THE PROBLEM – Return, exactly as written, every line from the first line of the data below through the line that contains "thumb tip: (241, 341)".

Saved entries
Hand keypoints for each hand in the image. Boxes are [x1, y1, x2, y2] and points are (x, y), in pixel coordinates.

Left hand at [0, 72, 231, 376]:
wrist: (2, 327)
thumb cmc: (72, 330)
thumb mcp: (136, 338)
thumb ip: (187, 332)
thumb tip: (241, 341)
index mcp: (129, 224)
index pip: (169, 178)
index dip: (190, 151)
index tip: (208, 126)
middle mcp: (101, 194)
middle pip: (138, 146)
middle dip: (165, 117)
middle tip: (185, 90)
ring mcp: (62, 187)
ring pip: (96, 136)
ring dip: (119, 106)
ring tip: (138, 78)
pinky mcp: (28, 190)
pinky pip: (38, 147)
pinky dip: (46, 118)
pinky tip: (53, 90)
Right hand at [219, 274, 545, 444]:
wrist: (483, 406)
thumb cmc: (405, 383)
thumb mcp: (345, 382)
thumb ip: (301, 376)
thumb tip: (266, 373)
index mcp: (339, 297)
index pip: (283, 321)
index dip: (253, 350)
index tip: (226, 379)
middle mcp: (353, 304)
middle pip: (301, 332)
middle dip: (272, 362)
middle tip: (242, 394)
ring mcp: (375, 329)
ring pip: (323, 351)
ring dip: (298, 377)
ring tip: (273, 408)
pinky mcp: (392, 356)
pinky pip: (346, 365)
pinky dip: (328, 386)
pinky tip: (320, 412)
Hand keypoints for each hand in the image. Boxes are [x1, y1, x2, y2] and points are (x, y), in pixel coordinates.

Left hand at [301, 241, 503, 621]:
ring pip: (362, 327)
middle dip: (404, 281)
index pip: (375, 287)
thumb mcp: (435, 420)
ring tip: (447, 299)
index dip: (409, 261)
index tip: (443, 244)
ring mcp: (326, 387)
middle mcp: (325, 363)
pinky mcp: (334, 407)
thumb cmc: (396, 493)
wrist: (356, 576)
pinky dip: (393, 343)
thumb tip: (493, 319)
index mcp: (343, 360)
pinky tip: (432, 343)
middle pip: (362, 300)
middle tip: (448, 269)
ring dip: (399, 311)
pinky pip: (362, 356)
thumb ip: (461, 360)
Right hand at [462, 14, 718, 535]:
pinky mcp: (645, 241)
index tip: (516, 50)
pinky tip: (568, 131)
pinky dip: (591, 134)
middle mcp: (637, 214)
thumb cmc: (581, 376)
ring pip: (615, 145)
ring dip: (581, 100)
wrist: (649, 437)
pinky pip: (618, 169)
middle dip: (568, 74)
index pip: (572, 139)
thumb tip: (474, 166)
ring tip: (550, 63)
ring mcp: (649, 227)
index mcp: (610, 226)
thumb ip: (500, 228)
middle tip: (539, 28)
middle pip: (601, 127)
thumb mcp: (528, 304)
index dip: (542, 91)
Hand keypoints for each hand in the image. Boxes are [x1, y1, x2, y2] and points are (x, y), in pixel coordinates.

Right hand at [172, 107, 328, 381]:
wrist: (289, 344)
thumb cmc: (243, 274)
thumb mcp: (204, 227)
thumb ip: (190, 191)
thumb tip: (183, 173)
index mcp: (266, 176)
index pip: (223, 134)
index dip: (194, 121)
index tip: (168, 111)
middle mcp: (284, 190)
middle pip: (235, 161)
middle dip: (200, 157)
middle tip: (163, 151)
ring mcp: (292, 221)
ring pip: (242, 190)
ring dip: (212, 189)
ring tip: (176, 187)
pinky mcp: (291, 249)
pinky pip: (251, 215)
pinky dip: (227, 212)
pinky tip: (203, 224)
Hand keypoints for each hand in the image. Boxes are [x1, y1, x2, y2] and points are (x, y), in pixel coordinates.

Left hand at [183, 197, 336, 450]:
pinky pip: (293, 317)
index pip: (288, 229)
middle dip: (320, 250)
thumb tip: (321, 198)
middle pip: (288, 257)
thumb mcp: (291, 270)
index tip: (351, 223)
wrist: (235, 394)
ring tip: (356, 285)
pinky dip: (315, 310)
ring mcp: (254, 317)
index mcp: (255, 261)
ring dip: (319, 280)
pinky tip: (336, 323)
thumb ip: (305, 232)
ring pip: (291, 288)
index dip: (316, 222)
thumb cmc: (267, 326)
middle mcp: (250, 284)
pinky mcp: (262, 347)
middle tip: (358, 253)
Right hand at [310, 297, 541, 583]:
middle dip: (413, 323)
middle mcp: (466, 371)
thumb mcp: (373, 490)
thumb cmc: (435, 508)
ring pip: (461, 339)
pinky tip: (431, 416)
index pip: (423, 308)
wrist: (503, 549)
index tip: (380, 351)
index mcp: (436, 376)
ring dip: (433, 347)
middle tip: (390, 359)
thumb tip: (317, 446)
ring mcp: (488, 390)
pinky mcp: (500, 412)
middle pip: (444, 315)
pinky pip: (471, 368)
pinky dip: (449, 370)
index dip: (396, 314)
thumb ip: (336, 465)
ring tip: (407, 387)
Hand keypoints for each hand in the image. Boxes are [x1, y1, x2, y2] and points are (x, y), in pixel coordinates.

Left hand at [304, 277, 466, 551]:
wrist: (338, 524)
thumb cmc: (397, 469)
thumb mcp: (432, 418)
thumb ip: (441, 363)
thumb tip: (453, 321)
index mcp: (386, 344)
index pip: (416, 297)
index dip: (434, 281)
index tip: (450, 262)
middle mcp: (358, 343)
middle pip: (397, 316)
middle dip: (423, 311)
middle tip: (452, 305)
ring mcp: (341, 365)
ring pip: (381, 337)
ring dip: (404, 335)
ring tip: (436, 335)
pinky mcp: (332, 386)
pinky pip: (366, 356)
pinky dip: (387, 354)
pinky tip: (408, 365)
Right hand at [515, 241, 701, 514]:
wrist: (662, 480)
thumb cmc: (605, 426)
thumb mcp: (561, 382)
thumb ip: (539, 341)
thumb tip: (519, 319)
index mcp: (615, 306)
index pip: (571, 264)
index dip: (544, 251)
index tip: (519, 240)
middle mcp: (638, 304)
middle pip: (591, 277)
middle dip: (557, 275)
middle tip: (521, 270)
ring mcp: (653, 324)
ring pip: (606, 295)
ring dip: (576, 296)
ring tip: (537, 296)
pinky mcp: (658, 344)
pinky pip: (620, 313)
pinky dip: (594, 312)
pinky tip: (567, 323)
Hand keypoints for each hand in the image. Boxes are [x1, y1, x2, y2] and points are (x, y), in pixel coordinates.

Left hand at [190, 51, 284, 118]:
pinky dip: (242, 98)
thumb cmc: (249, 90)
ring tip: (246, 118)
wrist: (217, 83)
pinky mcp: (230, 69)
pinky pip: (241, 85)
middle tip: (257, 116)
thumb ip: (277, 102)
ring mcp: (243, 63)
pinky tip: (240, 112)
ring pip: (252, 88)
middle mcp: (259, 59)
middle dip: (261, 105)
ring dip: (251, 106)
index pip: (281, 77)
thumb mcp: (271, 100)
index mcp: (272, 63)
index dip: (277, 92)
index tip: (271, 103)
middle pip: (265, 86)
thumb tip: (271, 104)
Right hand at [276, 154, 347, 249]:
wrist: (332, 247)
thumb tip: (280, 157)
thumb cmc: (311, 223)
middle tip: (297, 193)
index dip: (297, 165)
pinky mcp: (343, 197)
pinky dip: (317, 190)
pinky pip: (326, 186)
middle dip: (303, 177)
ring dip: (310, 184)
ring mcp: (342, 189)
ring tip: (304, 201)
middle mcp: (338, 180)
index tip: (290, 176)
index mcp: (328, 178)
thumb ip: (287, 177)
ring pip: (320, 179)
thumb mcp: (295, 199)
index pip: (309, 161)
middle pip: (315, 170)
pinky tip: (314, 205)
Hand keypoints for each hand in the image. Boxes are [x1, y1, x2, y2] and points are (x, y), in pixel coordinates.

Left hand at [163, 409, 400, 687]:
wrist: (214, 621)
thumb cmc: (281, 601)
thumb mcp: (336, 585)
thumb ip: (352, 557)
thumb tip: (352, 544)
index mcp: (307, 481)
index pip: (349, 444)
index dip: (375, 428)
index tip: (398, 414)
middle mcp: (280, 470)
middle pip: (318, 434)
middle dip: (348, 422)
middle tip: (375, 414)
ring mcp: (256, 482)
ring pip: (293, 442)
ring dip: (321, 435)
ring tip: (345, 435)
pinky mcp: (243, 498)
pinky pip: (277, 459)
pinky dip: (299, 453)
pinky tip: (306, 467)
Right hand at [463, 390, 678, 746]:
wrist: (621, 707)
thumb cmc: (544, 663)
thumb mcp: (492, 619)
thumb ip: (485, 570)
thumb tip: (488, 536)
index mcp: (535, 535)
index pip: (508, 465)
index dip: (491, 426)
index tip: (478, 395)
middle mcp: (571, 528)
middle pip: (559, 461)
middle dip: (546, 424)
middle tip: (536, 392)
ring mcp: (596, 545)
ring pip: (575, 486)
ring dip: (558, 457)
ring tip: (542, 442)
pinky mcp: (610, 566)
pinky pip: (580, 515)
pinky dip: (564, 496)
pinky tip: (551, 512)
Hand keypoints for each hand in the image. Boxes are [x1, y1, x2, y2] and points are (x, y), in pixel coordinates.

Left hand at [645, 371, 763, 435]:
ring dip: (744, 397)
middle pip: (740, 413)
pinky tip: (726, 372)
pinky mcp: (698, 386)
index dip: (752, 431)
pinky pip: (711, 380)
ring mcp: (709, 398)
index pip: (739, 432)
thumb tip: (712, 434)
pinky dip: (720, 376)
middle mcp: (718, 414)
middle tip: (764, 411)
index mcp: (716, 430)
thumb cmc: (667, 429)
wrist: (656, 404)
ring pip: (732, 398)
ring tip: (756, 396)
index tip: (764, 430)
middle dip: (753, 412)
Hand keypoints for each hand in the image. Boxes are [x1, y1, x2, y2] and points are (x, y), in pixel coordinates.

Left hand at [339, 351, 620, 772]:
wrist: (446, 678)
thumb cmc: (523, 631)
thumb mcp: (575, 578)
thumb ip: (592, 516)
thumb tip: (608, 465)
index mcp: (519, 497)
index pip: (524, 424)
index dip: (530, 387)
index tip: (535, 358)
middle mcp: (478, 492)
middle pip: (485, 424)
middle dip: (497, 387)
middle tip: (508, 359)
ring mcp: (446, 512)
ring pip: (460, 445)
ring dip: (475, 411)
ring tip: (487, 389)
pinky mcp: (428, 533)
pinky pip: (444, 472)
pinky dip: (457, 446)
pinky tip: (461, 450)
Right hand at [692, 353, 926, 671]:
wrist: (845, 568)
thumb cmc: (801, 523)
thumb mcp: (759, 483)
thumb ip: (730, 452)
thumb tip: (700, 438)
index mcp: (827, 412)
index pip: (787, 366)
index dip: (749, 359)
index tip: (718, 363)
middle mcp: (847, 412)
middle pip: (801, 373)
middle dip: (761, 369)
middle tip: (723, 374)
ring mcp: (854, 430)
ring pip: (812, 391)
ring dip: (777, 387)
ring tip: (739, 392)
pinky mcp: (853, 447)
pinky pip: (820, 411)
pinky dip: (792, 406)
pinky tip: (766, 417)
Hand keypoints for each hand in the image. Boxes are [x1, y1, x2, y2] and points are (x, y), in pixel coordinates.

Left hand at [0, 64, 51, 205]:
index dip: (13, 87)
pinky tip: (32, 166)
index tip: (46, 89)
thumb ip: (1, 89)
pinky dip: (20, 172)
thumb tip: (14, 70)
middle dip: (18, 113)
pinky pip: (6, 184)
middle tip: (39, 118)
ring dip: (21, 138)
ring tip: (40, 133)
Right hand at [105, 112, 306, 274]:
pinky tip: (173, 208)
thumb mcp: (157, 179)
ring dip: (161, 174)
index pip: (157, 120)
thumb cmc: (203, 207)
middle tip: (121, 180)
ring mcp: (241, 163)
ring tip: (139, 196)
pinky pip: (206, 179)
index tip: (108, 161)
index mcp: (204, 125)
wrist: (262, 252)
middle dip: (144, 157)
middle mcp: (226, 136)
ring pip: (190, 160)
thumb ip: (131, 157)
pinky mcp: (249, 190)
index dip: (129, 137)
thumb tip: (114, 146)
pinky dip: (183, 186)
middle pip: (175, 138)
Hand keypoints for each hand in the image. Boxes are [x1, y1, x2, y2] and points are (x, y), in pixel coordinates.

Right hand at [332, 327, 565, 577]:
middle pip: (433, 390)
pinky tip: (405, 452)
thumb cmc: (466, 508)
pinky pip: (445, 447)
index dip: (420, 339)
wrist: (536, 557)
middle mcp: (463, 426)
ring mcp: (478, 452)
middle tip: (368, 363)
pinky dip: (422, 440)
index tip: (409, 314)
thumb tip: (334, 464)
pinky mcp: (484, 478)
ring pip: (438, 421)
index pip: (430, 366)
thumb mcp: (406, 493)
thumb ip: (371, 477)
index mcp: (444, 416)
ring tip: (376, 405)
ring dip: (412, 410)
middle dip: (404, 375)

RESULT –
Hand keypoints for each hand in the image. Boxes are [x1, y1, x2, y2] and points are (x, y), in pixel coordinates.

Left hand at [0, 72, 231, 376]:
wrist: (2, 327)
thumb cmc: (72, 330)
thumb mcp: (136, 338)
thumb ip: (187, 332)
thumb tip: (241, 341)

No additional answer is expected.